Name: Danchi Nguyen
Areas of Focus:
I am most versed in High School Math, Chemistry, Biology, and standardized test prep.
When I was a freshman in college, I walked past a sign that said, “Only 39% of 9th graders from Rochester City School District will graduate from high school.” Even though I had declared a major in neuroscience and psychology, that guided me toward an alternate path to teaching. Upon graduating with a B.S. in Neuroscience and a B.A. in Social Psychology from the University of Rochester, I decided to join Teach for America in 2008. In 2010, I received myM.Ed. in Secondary Science from ASU. In 2014, I went on to receive my M.Ed. in Secondary Montessori Education from Xavier University.
What is your teaching philosophy?
I believe any content is accessible, once you learn to speak in the language of the child. Too often we hear a student 'can’t do this and a student 'can’t' do that.

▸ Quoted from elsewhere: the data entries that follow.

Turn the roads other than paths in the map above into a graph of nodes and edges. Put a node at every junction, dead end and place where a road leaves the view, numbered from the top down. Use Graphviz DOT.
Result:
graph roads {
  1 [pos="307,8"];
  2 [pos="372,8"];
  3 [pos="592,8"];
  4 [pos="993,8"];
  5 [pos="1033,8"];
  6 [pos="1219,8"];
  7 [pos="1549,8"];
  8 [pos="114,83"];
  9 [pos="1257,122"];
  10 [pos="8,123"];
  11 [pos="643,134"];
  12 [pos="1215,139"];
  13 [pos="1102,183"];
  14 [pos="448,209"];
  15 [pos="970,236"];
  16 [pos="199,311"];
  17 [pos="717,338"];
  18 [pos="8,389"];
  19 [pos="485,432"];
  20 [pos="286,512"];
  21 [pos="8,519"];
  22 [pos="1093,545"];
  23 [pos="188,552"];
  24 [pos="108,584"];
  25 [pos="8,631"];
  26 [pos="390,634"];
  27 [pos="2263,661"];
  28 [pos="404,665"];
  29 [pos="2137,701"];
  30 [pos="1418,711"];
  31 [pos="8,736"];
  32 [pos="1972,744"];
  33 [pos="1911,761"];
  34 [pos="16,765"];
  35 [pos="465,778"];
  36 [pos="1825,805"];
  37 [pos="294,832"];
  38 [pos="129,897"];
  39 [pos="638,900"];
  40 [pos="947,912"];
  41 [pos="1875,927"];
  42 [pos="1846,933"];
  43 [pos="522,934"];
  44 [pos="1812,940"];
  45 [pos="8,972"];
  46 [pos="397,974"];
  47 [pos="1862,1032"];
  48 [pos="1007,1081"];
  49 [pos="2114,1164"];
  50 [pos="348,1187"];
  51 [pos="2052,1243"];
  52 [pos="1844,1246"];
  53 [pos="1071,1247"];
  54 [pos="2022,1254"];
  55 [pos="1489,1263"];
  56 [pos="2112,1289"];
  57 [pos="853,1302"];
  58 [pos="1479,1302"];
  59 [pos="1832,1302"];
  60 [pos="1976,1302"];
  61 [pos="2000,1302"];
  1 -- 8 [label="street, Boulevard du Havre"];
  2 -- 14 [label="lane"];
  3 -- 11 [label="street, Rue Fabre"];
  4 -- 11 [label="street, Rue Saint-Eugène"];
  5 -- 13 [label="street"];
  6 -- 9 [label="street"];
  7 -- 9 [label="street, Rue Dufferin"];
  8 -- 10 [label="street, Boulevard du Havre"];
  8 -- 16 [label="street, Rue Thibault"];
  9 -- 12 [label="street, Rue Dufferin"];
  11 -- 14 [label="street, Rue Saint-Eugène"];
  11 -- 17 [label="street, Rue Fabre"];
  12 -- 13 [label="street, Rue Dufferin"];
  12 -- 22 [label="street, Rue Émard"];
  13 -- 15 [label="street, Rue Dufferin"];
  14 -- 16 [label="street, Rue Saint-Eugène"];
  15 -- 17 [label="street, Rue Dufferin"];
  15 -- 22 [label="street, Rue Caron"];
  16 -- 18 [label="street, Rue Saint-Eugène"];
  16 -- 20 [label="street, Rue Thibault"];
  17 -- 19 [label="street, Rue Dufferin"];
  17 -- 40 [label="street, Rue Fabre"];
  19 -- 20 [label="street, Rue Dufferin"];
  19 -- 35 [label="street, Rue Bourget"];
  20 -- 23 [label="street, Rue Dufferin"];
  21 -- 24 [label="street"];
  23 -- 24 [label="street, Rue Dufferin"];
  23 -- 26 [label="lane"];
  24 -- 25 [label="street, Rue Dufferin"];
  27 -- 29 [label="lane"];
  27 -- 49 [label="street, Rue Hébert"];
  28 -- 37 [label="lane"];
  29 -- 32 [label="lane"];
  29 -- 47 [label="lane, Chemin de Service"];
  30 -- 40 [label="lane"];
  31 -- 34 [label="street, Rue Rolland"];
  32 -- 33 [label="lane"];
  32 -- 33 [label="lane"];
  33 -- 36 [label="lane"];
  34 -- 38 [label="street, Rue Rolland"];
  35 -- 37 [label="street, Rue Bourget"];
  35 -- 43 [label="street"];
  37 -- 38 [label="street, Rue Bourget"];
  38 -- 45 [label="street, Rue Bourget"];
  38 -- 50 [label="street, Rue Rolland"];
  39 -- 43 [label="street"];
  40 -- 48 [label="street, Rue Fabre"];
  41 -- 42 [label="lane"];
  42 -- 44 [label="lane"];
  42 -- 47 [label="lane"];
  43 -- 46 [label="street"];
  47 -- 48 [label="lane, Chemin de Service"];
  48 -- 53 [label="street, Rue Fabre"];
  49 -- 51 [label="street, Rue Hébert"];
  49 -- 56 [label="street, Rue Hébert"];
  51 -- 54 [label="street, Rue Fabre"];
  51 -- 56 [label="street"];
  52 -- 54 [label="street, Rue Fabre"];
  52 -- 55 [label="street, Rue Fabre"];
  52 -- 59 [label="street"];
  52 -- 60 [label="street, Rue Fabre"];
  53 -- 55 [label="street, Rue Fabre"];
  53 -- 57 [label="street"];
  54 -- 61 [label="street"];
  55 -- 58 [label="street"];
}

When I hear that, I just have to focus more on what a student CAN do and how what they CAN do will build the steps to reach their end goal.

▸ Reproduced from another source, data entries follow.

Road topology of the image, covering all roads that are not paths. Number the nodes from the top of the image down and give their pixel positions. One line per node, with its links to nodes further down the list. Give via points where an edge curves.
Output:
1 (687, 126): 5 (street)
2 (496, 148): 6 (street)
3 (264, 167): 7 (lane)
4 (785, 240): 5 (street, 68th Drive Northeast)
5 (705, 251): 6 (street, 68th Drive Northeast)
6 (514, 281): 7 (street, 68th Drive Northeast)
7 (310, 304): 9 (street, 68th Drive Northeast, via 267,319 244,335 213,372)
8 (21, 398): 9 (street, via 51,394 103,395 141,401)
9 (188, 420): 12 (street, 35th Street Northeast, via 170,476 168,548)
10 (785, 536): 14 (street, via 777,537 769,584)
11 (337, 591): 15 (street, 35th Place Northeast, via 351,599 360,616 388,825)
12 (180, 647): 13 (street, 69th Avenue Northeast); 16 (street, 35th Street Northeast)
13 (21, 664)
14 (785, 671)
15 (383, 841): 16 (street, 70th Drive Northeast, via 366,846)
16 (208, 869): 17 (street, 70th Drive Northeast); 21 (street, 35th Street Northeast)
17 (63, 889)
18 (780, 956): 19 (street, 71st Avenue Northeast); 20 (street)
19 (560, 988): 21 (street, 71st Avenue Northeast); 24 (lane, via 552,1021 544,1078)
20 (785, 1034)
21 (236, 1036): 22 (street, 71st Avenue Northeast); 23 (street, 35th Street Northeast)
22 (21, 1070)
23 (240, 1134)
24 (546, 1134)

I also believe Dr. Comer when he says, “No significant learning occurs without a significant relationship.” If a student doesn’t trust you or if a student feels like they only represent a test score or homework grade to you, then you will never be able to unlock their true potential.

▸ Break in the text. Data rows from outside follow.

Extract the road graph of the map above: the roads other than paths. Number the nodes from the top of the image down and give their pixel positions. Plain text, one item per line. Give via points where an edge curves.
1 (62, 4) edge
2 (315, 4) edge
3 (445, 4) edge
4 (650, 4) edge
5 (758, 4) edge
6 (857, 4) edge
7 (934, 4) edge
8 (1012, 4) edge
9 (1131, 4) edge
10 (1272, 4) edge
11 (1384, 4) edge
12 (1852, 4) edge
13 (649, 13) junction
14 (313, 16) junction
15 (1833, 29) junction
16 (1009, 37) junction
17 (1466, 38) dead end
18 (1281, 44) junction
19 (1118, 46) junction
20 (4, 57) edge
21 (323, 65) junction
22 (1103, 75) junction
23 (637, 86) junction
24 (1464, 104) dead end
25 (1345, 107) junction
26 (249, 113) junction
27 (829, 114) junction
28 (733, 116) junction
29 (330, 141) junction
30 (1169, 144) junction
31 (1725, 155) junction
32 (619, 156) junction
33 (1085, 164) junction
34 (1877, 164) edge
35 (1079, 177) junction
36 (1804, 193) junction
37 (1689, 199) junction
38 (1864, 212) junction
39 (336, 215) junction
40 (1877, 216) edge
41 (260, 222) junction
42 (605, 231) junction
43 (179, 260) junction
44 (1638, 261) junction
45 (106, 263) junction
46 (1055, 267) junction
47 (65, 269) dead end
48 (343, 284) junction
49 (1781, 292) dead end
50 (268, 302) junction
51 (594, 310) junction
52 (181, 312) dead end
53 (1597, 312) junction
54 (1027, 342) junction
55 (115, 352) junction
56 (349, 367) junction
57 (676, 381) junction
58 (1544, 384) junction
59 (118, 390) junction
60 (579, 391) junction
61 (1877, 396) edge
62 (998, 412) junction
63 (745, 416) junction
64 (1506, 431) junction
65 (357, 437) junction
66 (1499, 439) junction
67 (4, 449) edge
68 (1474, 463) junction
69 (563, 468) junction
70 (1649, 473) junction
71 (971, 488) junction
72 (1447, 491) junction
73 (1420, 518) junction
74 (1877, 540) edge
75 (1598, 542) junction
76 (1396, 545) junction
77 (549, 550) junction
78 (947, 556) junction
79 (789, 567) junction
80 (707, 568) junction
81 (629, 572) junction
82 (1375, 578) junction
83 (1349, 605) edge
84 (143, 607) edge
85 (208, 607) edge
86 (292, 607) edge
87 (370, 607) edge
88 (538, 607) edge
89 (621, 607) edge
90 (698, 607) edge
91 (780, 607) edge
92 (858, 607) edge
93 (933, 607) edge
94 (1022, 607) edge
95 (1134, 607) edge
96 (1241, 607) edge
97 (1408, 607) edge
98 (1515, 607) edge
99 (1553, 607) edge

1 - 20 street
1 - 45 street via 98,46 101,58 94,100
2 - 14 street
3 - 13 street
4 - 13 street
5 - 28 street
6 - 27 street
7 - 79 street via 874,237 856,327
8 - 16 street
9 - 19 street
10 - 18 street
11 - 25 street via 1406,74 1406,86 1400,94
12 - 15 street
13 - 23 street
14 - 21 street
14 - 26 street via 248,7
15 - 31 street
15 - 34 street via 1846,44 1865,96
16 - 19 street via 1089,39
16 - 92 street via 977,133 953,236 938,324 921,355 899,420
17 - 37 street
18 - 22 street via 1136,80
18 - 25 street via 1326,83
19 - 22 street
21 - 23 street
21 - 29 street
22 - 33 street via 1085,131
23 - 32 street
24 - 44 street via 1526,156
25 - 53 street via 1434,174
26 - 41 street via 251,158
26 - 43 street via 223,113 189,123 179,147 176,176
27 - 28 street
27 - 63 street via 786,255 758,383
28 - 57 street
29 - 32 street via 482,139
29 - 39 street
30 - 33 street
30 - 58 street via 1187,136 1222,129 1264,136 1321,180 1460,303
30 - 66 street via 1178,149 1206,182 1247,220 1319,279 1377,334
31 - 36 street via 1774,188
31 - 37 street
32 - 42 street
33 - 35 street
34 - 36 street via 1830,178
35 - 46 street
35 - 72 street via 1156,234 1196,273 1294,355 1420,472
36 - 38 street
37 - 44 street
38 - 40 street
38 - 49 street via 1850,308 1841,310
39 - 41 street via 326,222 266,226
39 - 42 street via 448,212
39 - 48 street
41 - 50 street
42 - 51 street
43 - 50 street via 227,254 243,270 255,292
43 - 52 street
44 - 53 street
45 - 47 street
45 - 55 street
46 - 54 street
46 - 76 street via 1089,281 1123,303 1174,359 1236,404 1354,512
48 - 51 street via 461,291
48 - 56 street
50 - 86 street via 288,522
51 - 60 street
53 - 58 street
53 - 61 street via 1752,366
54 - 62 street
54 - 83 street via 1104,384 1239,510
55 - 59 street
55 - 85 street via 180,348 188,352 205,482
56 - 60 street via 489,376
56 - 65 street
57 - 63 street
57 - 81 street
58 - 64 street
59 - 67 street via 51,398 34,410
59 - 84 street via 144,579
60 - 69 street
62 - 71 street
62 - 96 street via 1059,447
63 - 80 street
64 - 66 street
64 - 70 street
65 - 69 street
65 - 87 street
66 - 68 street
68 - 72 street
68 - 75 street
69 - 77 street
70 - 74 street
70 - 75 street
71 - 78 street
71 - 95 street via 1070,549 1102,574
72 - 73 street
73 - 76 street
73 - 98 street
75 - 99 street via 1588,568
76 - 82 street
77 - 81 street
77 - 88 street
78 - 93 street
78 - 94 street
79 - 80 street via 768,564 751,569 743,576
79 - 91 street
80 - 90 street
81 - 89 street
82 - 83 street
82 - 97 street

When you're not working with kids, what do you like to do?
I love to cook. To me, the slow, unhurried-yet-satisfyingly laborious process of taking whole ingredients and chopping, heating, and rearranging them into an entirely new dish is extremely meditative. I love knowing where my food came from and knowing that I created the meal being enjoyed with loved ones. I am also an avid reader in both fantastical fictional novels and social justice issues.
Who was your favorite teacher and why?
In a strange way, my favorite teacher is not someone who taught me but someone who I taught with for three years. He was the other co-founding teacher of the Camelback Montessori College Preparatory program and I learned more about teaching in those three years with him than my prior four years. He had a goal to make sure every student felt cared about and known, and it’s something I strive for in my practice today. He also trusted and believed in his students enough to let them try new things, make mistakes, and create based on their passions.
What do you enjoy about tutoring?
I love the one-on-one time. In the classroom setting, it can feel overwhelming at times when a lot of students need help and there is only one of you. With tutoring, I feel like I can honor the child and really give them the attention they full deserve. The students feel calmer as well and watching students grasp concepts is thrilling.